Task Manager showing 1792 logical processorsTask Manager showing 1792 logical processors

Evolution of one kernel

Before we talk about the details of the Windows kernel, I am going to take a small detour to talk about something called Windows refactoring. Windows refactoring plays a key part in increasing the reuse of Windows components across different SKUs, and platforms (e.g. client, server and phone). The basic idea of Windows refactoring is to allow the same DLL to be reused in different SKUs but support minor modifications tailored to the SKU without renaming the DLL and breaking apps.

 

The base technology used for Windows refactoring are a lightly documented technology (entirely by design) called API sets. API sets are a mechanism that allows Windows to decouple the DLL from where its implementation is located. For example, API sets allow win32 apps to continue to use kernel32.dll but, the implementation of all the APIs are in a different DLL. These implementation DLLs can also be different depending on your SKU. You can see API sets in action if you launch dependency walker on a traditional Windows DLL; e.g. kernel32.dll.

 

Dependency walkerDependency walker

With that detour into how Windows is built to maximize code reuse and sharing, let’s go into the technical depths of the kernel starting with the scheduler which is key to the scaling of Windows.

 

Kernel Components

Windows NT is like a microkernel in the sense that it has a core Kernel (KE) that does very little and uses the Executive layer (Ex) to perform all the higher-level policy. Note that EX is still kernel mode, so it's not a true microkernel. The kernel is responsible for thread dispatching, multiprocessor synchronization, hardware exception handling, and the implementation of low-level machine dependent functions. The EX layer contains various subsystems which provide the bulk of the functionality traditionally thought of as kernel such as IO, Object Manager, Memory Manager, Process Subsystem, etc.

 

arch.png 

 

To get a better idea of the size of the components, here is a rough breakdown on the number of lines of code in a few key directories in the Windows kernel source tree (counting comments). There is a lot more to the Kernel not shown in this table. 

 

Kernel subsystems

Lines of code

Memory Manager

501, 000

Registry

211,000

Power

238,000

Executive

157,000

Security

135,000

Kernel

339,000

Process sub-system

116,000

 

For more information on the architecture of Windows, the “Windows Internals” series of books are a good reference.

 

Scheduler

With that background, let's talk a little bit about the scheduler, its evolution and how Windows kernel can scale across so many different architectures with so many processors.

 

A thread is the basic unit that runs program code and it is this unit that is scheduled by the Window scheduler. The Windows scheduler uses the thread priority to decide which thread to run and in theory the highest priority thread on the system always gets to run even if that entails preempting a lower priority thread.

 

As a thread runs and experiences quantum end (minimum amount of time a thread gets to run), its dynamic priority decays, so that a high priority CPU bound thread doesn’t run forever starving everyone else. When another waiting thread is awakened to run, it is given a priority boost based on the importance of the event that caused the wait to be satisfied (e.g. a large boost is for a foreground UI thread vs. a smaller one for completing disk I/O).
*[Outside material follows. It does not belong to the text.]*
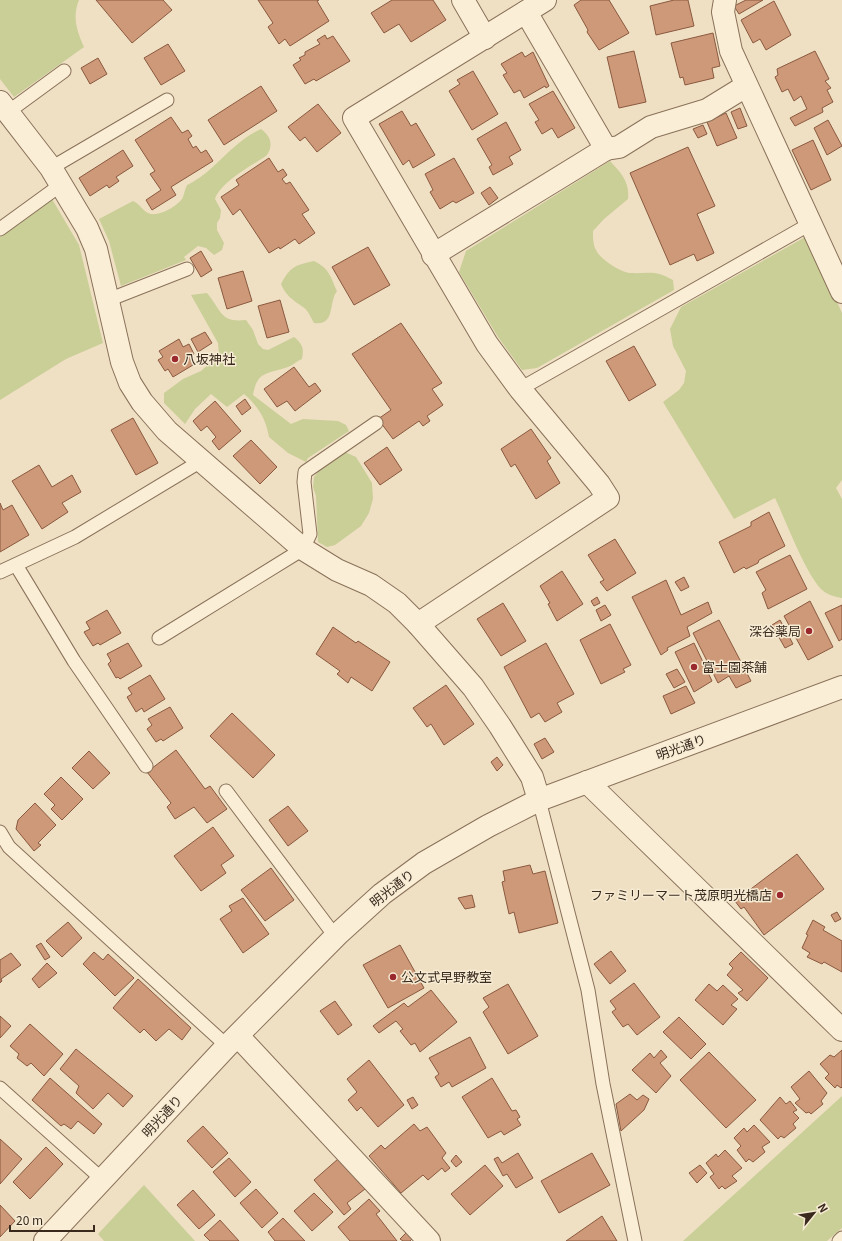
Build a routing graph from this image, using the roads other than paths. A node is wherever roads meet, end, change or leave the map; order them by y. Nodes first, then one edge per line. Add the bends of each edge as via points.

A thread therefore runs at a high priority as long as it’s interactive. When it becomes CPU (compute) bound, its priority decays, and it is considered only after other, higher priority threads get their time on the CPU. In addition, the kernel arbitrarily boosts the priority of ready threads that haven't received any processor time for a given period of time to prevent starvation and correct priority inversions.

 

The Windows scheduler initially had a single ready queue from where it picked up the next highest priority thread to run on the processor. However, as Windows started supporting more and more processors the single ready queue turned out to be a bottleneck and around Windows Server 2003, the scheduler changed to one ready queue per processor. As Windows moved to multiple per processor queues, it avoided having a single global lock protecting all the queues and allowed the scheduler to make locally optimum decisions. This means that any point the single highest priority thread in the system runs but that doesn’t necessarily mean that the top N (N is number of cores) priority threads on the system are running. This proved to be good enough until Windows started moving to low power CPUs, e.g. in laptops and tablets. On these systems, not running a high priority thread (such as the foreground UI thread) caused the system to have noticeable glitches in UI. And so, in Windows 8.1, the scheduler changed to a hybrid model with per processor ready queues for affinitized (tied to a processor) work and shared ready queues between processors. This did not cause a noticeable impact on performance because of other architectural changes in the scheduler such as the dispatcher database lock refactoring which we will talk about later.

 

Windows 7 introduced something called the Dynamic Fair Share Scheduler; this feature was introduced primarily for terminal servers. The problem that this feature tried to solve was that one terminal server session which had a CPU intensive workload could impact the threads in other terminal server sessions. Since the scheduler didn’t consider sessions and simply used the priority as the key to schedule threads, users in different sessions could impact the user experience of others by starving their threads. It also unfairly advantages the sessions (users) who has a lot of threads because the sessions with more threads get more opportunity to be scheduled and received CPU time. This feature tried to add policy to the scheduler such that each session was treated fairly and roughly the same amount of CPU was available to each session. Similar functionality is available in Linux as well, with its Completely Fair Scheduler. In Windows 8, this concept was generalized as a scheduler group and added to the Windows Scheduler with each session in an independent scheduler group. In addition to the thread priority, the scheduler uses the scheduler groups as a second level index to decide which thread should run next. In a terminal server, all the scheduler groups are weighted equally and hence all sessions (scheduler groups) receive the same amount of CPU regardless of the number or priorities of the threads in the scheduler groups. In addition to its utility in a terminal server session, scheduler groups are also used to have fine grained control on a process at runtime. In Windows 8, Job objects were enhanced to support CPU rate control. Using the CPU rate control APIs, one can decide how much CPU a process can use, whether it should be a hard cap or a soft cap and receive notifications when a process meets those CPU limits. This is like the resource controls features available in cgroups on Linux.

 

Starting with Windows 7, Windows Server started supporting greater than 64 logical processors in a single machine. To add support for so many processors, Windows internally introduced a new entity called “processor group”. A group is a static set of up to 64 logical processors that is treated as a single scheduling entity.  The kernel determines at boot time which processor belongs to which group and for machines with less than 64 cores, with the overhead of the group structure indirection is mostly not noticeable. While a single process can span groups (such as a SQL server instance), and individual thread could only execute within a single scheduling group at a time.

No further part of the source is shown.